D’autres signes de l’insécurité qui règne en maître dans le pays sont la violence croissante du régime. Le dernier rapport de la Ligue ITEKA a enregistré 49 exécutions extrajudiciaires depuis le début de l’année, dont 9 femmes et 14 mineurs. Les personnes ciblées sont principalement des militants du parti d’opposition CNL dont le chef Agathon Rwasa est considéré comme le véritable vainqueur des élections de mai 2020. La Ligue ITEKA identifie les miliciens Imbonerakure, la police et les services secrets comme responsables. Selon l’ONG burundaise, le nombre de victimes civiles du régime augmentera au cours des prochains mois.

Pour mettre fin à cette vague de violations des droits de l’homme, la Ligue ITEKA appelle le régime burundais à jouer pleinement son rôle en renforçant la protection des citoyens et en leur permettant de jouir pleinement de leurs droits et libertés publiques.

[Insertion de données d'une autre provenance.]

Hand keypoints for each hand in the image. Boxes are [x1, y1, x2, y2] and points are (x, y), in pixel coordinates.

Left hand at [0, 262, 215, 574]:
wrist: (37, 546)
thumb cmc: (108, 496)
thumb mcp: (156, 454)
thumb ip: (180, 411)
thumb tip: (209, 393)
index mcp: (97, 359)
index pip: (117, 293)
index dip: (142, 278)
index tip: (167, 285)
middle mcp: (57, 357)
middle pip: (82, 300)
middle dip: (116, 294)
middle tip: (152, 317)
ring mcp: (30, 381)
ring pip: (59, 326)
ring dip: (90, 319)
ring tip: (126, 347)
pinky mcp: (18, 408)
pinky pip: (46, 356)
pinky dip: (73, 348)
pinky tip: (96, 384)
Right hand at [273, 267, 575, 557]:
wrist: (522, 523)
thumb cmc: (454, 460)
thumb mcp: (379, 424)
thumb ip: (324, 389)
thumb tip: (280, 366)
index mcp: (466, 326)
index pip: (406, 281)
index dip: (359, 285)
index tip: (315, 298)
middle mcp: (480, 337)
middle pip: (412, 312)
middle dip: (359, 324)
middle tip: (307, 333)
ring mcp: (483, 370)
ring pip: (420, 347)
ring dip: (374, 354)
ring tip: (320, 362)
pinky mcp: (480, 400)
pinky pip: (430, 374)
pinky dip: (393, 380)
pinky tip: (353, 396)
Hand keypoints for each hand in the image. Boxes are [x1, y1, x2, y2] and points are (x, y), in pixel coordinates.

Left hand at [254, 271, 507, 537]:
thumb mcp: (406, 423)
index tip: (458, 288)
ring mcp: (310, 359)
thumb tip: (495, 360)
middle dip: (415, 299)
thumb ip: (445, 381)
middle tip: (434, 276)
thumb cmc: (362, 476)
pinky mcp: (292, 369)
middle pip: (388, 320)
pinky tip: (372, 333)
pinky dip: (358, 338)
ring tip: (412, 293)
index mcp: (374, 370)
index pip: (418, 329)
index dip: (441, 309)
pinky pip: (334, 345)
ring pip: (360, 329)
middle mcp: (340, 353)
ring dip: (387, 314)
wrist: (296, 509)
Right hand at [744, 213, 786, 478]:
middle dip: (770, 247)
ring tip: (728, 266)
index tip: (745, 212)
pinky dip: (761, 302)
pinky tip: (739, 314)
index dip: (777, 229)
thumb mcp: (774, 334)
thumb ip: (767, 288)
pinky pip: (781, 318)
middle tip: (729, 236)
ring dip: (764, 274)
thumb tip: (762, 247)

Il appelle également les partenaires burundais à user de leur influence pour forcer le gouvernement burundais à restaurer l’état de droit. A la Communauté de l’Afrique de l’Est (CAE), la Ligue des droits de l’homme demande à être pleinement impliquée dans la restauration d’un espace démocratique au Burundi.
Le rapport publié par la Ligue ITEKA s’inscrit dans le cadre de la bataille politique engagée par diverses associations de défense des droits de l’homme et par plus de trente eurodéputés opposés à la décision prise par l’Union Européenne de normaliser les relations avec la junte militaire après l’application des sanctions en 2016 en raison de graves violations des droits humains qui ont eu lieu entre 2015 et 2016. Des violations qui se poursuivent à ce jour. Le président de la Ligue Iteka estime que “l’UE ne doit pas sacrifier les droits de l’homme au profit des relations diplomatiques”.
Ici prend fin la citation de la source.